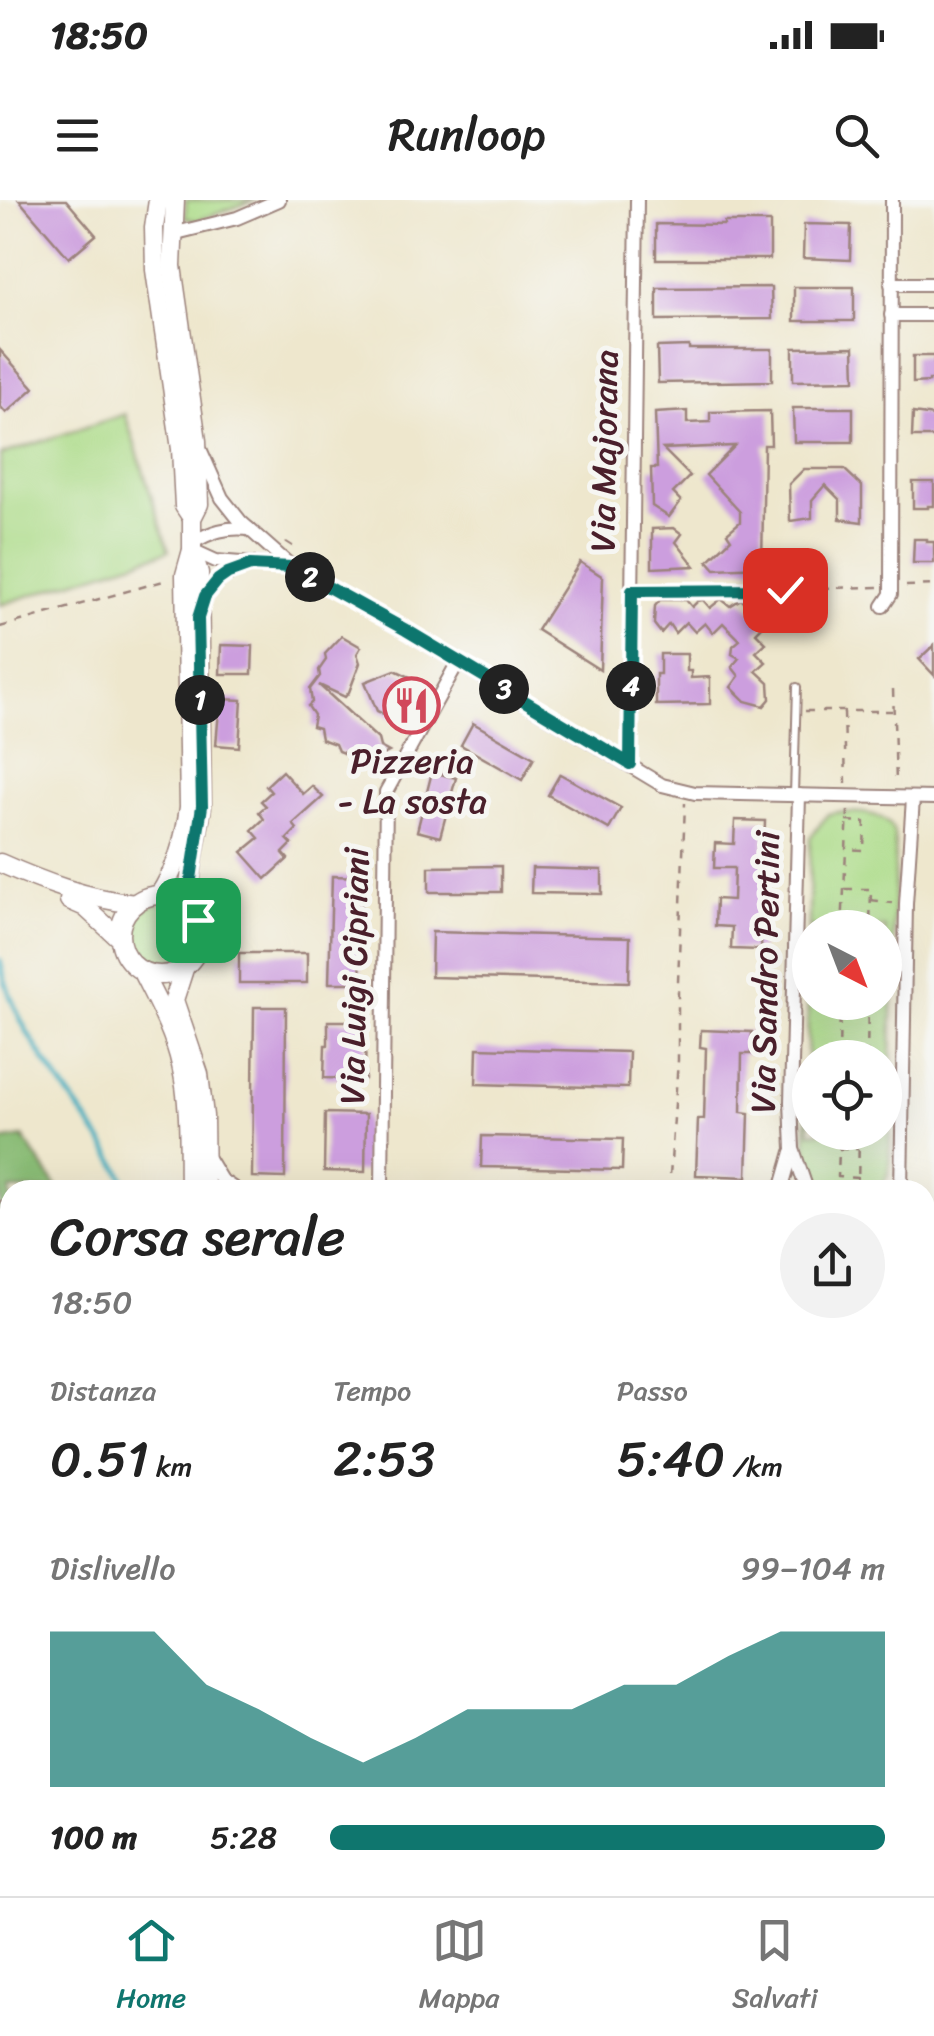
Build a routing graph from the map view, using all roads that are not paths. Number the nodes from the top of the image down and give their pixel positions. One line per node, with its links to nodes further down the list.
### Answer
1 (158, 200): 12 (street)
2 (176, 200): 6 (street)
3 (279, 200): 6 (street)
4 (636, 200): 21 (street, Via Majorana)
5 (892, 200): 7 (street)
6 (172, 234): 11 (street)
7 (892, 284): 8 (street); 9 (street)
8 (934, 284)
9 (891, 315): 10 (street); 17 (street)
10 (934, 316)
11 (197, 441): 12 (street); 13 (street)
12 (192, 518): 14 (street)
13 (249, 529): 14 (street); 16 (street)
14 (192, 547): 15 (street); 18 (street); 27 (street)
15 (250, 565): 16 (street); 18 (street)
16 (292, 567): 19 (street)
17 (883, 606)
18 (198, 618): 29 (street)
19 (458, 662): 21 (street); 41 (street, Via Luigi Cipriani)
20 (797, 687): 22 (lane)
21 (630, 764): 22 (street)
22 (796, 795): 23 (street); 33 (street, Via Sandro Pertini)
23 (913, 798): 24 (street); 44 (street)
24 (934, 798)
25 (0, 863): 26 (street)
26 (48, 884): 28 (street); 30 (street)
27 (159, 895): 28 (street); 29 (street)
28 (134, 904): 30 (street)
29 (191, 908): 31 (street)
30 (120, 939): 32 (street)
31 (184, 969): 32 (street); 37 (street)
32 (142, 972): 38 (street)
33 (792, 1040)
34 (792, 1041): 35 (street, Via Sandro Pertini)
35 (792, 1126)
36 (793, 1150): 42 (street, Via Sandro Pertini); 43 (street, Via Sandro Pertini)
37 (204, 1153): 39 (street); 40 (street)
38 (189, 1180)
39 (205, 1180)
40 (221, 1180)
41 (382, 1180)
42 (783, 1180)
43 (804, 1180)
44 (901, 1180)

### Exercise prompt
Output all of the records exactly as they appear above, but not the pictures.

### Answer below
Build a routing graph from the map view, using all roads that are not paths. Number the nodes from the top of the image down and give their pixel positions. One line per node, with its links to nodes further down the list.
### Answer
1 (158, 200): 12 (street)
2 (176, 200): 6 (street)
3 (279, 200): 6 (street)
4 (636, 200): 21 (street, Via Majorana)
5 (892, 200): 7 (street)
6 (172, 234): 11 (street)
7 (892, 284): 8 (street); 9 (street)
8 (934, 284)
9 (891, 315): 10 (street); 17 (street)
10 (934, 316)
11 (197, 441): 12 (street); 13 (street)
12 (192, 518): 14 (street)
13 (249, 529): 14 (street); 16 (street)
14 (192, 547): 15 (street); 18 (street); 27 (street)
15 (250, 565): 16 (street); 18 (street)
16 (292, 567): 19 (street)
17 (883, 606)
18 (198, 618): 29 (street)
19 (458, 662): 21 (street); 41 (street, Via Luigi Cipriani)
20 (797, 687): 22 (lane)
21 (630, 764): 22 (street)
22 (796, 795): 23 (street); 33 (street, Via Sandro Pertini)
23 (913, 798): 24 (street); 44 (street)
24 (934, 798)
25 (0, 863): 26 (street)
26 (48, 884): 28 (street); 30 (street)
27 (159, 895): 28 (street); 29 (street)
28 (134, 904): 30 (street)
29 (191, 908): 31 (street)
30 (120, 939): 32 (street)
31 (184, 969): 32 (street); 37 (street)
32 (142, 972): 38 (street)
33 (792, 1040)
34 (792, 1041): 35 (street, Via Sandro Pertini)
35 (792, 1126)
36 (793, 1150): 42 (street, Via Sandro Pertini); 43 (street, Via Sandro Pertini)
37 (204, 1153): 39 (street); 40 (street)
38 (189, 1180)
39 (205, 1180)
40 (221, 1180)
41 (382, 1180)
42 (783, 1180)
43 (804, 1180)
44 (901, 1180)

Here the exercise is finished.